::: INPUT FOR THIS TASK :::

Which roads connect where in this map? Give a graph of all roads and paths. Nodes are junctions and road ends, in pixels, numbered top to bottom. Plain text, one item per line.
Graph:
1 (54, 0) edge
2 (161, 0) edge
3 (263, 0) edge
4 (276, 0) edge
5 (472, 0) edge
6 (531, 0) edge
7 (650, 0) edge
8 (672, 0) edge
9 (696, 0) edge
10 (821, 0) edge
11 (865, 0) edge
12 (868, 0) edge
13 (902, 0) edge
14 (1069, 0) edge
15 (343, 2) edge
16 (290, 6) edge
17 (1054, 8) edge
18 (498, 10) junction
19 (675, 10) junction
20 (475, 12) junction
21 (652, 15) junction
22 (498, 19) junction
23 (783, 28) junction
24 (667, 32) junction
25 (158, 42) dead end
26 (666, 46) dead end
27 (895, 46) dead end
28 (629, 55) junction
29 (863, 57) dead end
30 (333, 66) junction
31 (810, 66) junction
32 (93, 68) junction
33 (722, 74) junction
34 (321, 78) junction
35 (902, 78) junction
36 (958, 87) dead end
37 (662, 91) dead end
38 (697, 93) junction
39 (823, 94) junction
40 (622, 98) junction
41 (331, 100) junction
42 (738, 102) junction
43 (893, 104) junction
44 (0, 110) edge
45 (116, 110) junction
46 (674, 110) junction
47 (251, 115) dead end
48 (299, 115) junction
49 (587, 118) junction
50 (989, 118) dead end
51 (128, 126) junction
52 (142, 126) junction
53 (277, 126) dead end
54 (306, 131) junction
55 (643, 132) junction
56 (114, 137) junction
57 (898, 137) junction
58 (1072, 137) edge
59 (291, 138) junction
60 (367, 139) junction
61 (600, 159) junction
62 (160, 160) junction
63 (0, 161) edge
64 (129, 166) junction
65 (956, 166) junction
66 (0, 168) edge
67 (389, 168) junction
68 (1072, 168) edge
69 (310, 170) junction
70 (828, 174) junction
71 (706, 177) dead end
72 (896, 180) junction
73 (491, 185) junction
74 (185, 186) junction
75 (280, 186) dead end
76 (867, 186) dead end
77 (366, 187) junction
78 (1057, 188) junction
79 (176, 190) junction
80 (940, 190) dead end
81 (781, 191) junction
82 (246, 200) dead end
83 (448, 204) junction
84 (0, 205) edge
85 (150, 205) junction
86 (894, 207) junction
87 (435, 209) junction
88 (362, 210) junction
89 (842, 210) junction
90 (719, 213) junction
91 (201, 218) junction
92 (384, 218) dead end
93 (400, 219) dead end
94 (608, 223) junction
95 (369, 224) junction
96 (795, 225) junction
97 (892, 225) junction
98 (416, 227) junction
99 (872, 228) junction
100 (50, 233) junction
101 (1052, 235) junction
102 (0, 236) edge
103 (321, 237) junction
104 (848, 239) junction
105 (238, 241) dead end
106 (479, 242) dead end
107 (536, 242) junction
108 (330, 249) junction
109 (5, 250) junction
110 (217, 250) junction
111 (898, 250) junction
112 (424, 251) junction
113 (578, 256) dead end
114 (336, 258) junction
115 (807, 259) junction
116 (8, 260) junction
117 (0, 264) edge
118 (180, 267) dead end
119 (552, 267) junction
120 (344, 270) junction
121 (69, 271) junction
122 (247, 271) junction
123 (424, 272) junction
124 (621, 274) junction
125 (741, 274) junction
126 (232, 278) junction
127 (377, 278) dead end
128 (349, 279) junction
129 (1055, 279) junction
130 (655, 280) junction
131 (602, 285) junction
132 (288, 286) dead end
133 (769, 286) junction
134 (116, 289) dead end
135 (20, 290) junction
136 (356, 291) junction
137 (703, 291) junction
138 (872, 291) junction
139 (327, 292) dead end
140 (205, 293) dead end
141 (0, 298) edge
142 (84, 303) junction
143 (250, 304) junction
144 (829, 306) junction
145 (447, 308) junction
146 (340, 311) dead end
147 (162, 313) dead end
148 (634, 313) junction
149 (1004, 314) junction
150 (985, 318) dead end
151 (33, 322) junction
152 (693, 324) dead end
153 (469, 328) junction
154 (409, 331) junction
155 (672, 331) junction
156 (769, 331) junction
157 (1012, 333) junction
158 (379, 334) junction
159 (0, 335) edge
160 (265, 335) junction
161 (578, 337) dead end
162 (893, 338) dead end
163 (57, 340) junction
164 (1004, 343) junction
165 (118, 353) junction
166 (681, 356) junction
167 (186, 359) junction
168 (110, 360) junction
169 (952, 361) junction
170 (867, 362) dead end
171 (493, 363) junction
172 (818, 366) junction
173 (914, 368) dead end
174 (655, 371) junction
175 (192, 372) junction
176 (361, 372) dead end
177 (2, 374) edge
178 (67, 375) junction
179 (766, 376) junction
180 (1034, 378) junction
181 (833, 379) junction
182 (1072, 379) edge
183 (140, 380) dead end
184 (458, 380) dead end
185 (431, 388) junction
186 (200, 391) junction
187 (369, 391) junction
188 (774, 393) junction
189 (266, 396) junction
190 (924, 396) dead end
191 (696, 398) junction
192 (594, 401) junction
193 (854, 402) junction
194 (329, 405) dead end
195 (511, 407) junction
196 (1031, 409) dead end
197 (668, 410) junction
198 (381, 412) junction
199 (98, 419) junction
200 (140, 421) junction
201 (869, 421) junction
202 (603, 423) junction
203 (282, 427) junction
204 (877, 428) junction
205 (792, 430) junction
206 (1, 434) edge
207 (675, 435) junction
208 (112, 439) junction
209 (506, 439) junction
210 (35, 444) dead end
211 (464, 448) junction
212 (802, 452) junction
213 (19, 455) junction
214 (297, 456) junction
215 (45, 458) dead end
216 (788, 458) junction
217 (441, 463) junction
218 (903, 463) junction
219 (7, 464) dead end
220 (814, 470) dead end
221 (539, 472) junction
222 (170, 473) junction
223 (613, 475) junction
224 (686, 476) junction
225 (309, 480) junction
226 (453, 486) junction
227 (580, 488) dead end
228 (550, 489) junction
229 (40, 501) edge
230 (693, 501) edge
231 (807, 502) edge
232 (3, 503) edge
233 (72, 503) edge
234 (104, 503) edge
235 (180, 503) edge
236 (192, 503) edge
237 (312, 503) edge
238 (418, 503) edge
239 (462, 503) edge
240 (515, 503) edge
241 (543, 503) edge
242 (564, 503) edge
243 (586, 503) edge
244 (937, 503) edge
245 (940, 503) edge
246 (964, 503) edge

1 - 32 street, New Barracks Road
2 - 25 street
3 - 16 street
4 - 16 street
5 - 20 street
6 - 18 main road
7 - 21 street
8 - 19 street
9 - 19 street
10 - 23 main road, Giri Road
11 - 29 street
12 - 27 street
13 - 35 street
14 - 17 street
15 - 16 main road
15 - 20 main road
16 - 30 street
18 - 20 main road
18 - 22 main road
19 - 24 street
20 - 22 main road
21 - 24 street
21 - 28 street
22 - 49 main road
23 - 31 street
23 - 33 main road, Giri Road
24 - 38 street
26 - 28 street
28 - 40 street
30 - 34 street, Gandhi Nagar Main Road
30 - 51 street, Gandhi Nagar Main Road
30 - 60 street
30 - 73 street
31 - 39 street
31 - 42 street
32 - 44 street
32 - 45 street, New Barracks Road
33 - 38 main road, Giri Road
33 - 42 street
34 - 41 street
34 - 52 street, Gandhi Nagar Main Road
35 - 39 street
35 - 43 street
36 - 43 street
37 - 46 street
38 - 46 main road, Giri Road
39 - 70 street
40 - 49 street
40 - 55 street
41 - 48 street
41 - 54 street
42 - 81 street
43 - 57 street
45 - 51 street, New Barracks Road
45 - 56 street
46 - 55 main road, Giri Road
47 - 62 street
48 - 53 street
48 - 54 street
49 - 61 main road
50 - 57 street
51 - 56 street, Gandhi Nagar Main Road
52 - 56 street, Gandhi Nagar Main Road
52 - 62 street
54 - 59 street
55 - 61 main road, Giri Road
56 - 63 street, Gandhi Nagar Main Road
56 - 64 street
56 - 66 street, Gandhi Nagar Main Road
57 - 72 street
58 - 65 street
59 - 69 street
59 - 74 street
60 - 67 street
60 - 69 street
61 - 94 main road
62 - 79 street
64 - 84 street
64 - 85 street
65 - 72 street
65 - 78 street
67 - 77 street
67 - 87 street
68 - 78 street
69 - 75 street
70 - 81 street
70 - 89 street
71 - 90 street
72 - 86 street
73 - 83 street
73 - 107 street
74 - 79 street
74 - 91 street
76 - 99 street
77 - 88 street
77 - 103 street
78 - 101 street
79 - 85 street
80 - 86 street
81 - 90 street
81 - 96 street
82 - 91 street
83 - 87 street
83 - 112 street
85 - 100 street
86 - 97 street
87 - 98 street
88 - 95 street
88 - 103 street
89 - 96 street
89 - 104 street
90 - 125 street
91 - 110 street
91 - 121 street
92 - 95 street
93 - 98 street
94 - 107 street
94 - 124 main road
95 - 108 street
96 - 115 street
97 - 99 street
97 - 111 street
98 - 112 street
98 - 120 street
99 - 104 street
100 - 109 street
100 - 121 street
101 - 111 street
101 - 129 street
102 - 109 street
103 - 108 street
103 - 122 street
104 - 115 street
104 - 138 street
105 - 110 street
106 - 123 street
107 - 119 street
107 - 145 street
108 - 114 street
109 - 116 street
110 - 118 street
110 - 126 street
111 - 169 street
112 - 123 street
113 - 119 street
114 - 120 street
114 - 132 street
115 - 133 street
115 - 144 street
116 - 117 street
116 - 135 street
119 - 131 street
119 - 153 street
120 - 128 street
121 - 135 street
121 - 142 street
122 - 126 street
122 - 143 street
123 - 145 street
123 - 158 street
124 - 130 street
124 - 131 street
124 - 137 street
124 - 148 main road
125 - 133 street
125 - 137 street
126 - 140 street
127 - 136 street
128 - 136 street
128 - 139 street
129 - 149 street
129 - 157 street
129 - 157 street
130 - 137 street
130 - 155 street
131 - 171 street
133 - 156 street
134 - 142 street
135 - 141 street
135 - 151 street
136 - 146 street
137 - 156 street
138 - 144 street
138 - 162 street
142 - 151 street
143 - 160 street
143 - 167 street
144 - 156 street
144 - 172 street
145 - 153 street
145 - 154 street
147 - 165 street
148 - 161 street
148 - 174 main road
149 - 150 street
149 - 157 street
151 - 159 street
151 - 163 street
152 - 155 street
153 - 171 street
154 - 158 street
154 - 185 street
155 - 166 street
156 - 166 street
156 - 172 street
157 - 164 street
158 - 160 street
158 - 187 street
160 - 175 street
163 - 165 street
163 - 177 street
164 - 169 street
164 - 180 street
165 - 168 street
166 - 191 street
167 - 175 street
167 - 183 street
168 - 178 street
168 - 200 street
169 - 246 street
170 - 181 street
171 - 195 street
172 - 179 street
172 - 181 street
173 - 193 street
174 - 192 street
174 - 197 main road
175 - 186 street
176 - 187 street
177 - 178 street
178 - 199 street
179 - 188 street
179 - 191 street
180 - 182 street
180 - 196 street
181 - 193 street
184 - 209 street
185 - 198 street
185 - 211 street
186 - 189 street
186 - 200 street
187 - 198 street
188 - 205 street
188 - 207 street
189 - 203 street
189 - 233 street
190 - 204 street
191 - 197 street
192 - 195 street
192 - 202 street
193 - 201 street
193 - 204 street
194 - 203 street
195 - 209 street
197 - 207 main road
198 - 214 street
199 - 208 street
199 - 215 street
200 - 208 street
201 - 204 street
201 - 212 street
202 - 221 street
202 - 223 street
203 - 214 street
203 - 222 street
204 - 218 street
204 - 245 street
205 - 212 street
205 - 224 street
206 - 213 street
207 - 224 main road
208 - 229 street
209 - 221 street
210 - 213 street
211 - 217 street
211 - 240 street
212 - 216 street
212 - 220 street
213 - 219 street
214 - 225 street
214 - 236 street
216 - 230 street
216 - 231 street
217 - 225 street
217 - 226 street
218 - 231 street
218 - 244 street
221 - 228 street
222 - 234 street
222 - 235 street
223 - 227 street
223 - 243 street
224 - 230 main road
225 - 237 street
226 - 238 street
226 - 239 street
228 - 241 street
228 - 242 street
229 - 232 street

:::

WHAT YOU SHOULD DO:
Among the entries above, how many lines include the word "Barracks"? Reply with the number only.

SOLUTION BELOW:
3